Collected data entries

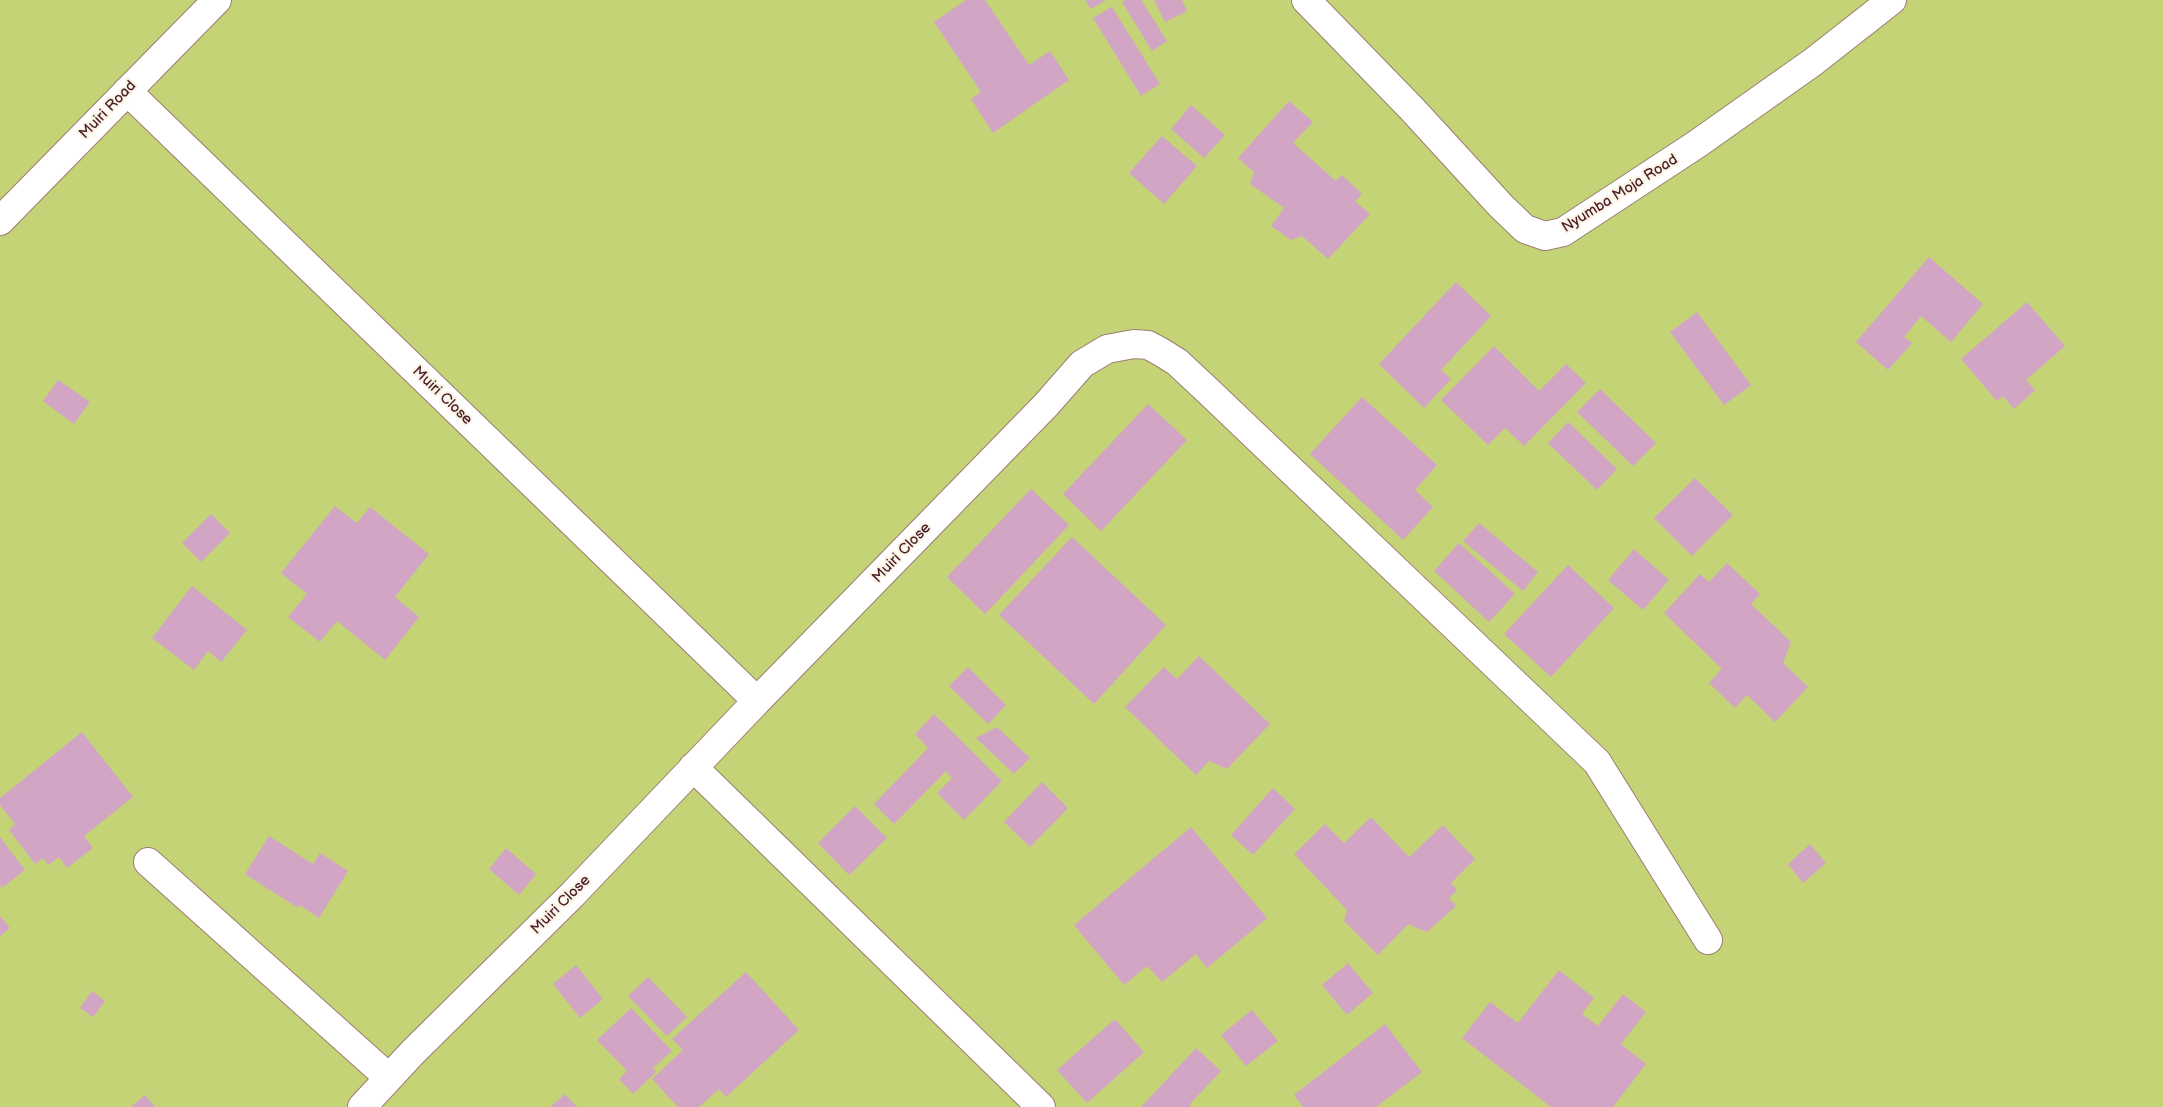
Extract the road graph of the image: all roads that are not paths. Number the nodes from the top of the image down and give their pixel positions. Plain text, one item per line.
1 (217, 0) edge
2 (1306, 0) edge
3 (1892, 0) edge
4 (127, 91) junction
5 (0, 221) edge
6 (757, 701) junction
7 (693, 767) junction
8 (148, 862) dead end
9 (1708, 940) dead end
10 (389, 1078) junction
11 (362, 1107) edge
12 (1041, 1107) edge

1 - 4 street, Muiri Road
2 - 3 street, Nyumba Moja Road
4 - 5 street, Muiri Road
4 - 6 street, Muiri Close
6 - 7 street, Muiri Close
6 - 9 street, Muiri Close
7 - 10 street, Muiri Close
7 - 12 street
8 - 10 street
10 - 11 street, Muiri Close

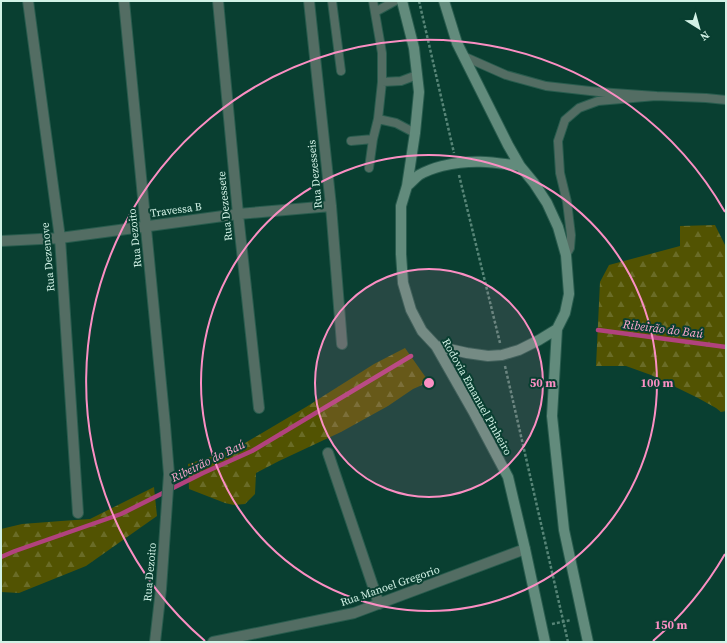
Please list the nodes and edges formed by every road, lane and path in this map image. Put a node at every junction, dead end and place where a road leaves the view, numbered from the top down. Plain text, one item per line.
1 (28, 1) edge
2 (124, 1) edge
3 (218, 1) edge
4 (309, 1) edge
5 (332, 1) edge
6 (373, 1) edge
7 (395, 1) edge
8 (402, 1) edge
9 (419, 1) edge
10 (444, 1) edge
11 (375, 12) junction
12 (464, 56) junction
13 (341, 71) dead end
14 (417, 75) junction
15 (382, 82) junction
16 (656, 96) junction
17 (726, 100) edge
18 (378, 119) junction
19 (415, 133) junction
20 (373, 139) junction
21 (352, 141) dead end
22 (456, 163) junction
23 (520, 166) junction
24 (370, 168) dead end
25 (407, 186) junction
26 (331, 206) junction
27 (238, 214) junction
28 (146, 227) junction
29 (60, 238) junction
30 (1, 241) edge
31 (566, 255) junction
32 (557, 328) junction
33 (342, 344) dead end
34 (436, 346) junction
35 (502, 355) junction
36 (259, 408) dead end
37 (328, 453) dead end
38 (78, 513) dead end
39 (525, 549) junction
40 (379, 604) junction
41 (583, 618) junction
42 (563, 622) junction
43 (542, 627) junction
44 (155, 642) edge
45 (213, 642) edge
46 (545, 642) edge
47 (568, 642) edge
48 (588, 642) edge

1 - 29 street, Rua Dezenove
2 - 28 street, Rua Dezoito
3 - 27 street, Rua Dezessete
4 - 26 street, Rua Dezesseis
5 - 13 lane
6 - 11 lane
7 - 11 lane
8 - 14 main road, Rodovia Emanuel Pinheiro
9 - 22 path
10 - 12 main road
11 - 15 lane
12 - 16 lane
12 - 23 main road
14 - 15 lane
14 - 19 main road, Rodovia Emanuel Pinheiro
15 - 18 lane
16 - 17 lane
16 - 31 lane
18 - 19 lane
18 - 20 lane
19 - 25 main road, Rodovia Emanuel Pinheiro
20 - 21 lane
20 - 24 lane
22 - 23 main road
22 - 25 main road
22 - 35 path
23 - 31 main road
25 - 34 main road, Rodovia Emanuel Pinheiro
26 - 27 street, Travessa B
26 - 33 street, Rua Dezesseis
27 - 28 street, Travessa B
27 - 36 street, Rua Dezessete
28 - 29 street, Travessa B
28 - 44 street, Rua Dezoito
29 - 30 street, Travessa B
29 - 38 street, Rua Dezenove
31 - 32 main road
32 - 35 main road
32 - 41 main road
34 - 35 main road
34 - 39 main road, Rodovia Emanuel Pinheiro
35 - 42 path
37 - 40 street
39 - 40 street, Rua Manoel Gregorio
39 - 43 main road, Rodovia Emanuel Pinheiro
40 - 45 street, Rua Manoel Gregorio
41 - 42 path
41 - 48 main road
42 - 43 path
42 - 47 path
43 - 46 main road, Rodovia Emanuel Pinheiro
--
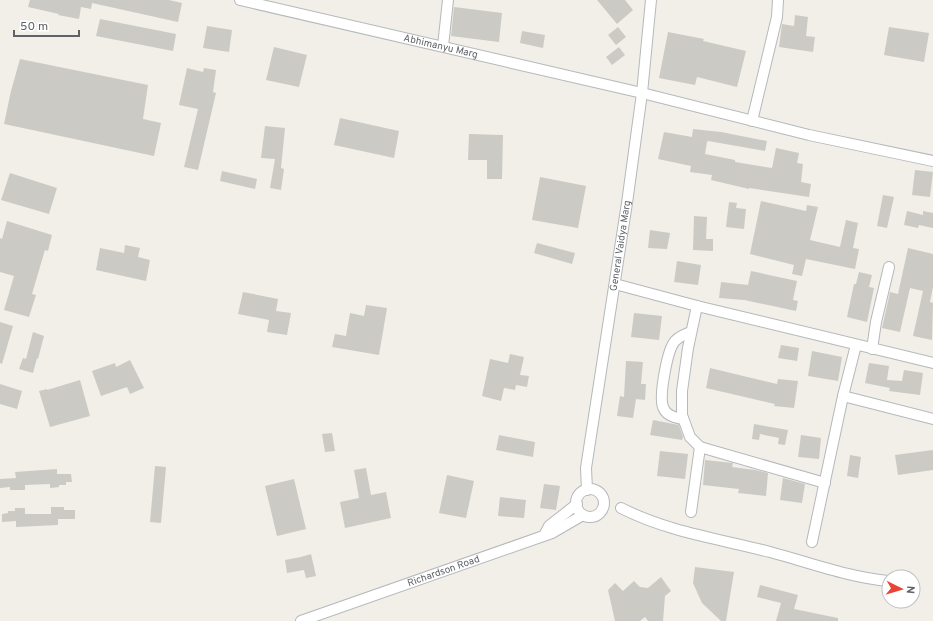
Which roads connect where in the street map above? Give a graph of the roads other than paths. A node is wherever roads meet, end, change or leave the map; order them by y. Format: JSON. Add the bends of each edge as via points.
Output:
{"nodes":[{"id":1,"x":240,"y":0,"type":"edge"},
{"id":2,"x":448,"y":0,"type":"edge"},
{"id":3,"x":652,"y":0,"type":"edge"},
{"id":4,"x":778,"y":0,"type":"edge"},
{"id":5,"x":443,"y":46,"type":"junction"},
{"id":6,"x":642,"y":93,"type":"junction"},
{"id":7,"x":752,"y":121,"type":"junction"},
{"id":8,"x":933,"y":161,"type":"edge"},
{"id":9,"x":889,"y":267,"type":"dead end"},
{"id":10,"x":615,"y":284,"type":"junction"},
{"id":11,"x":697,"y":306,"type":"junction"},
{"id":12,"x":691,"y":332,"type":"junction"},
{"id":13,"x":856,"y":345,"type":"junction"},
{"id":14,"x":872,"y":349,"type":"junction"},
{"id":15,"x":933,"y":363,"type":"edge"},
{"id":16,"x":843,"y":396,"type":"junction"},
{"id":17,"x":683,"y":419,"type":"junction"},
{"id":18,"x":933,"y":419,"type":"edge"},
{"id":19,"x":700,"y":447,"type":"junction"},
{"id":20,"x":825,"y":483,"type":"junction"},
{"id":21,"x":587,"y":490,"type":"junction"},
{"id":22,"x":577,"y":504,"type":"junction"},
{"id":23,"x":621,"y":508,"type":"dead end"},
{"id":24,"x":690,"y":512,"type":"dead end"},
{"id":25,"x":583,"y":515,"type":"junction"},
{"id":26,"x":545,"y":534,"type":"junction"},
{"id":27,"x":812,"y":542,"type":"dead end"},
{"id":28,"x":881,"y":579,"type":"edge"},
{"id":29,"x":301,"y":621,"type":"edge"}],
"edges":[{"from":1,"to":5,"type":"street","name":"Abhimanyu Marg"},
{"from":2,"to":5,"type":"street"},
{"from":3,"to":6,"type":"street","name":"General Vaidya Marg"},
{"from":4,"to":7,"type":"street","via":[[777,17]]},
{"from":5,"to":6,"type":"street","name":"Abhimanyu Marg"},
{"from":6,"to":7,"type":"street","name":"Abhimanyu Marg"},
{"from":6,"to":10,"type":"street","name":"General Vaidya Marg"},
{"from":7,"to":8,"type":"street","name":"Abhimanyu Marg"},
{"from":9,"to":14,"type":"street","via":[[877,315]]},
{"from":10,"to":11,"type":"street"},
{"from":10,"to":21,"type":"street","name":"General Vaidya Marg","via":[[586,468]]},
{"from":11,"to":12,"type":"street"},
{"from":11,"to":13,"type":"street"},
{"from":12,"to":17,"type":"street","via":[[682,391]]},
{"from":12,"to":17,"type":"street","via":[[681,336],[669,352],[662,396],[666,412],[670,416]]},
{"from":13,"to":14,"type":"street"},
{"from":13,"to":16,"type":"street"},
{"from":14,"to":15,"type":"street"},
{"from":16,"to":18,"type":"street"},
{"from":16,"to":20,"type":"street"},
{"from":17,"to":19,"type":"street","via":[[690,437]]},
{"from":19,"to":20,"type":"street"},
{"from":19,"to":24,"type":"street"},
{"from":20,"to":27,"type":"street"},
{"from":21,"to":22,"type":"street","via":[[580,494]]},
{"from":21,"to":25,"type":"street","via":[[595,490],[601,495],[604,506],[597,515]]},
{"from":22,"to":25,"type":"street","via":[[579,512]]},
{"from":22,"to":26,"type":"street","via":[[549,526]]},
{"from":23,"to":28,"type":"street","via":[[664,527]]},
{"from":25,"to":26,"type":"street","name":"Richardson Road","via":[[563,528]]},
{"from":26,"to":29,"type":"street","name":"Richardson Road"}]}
==
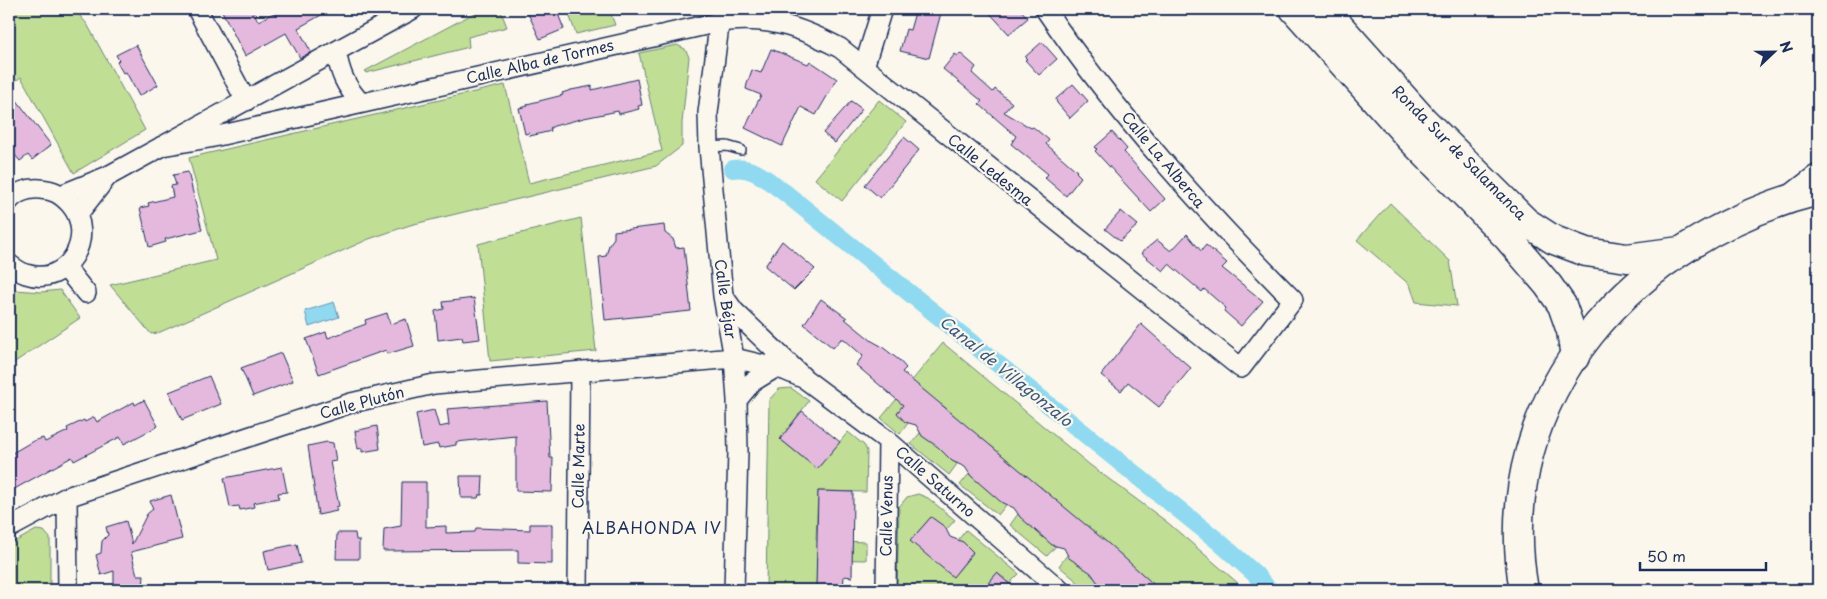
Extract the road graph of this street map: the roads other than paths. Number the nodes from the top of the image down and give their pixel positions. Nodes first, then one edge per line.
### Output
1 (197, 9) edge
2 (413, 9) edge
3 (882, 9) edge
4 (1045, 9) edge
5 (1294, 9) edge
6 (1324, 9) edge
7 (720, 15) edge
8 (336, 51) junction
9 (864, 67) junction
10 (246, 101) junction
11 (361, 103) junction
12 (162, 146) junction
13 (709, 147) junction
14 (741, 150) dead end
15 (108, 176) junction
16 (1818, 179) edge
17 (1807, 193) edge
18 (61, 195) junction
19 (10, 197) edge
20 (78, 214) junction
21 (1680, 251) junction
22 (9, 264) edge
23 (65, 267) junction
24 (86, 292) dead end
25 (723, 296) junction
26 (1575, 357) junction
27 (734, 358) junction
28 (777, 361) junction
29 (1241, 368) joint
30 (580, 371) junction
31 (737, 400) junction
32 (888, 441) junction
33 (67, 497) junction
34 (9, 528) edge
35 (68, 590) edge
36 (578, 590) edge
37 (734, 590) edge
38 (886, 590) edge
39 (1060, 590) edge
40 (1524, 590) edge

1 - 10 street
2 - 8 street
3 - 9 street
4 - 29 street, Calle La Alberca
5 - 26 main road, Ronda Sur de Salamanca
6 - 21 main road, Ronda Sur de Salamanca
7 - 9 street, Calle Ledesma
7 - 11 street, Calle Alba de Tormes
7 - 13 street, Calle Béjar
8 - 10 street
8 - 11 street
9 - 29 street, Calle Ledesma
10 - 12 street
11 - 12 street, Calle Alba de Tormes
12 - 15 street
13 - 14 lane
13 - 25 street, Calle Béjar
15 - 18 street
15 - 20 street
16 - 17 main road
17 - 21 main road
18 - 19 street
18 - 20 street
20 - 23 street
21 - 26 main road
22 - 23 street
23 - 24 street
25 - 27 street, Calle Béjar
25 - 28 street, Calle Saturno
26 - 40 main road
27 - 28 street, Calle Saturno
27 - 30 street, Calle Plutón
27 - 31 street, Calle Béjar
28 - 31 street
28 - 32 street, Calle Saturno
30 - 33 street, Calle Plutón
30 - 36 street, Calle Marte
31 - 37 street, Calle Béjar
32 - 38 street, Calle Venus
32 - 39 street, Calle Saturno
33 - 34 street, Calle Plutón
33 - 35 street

# INSTRUCTIONS TO FOLLOW:
Find every line of the records holding "Saturno". Answer with the count alone.

# WORKED SOLUTION:
4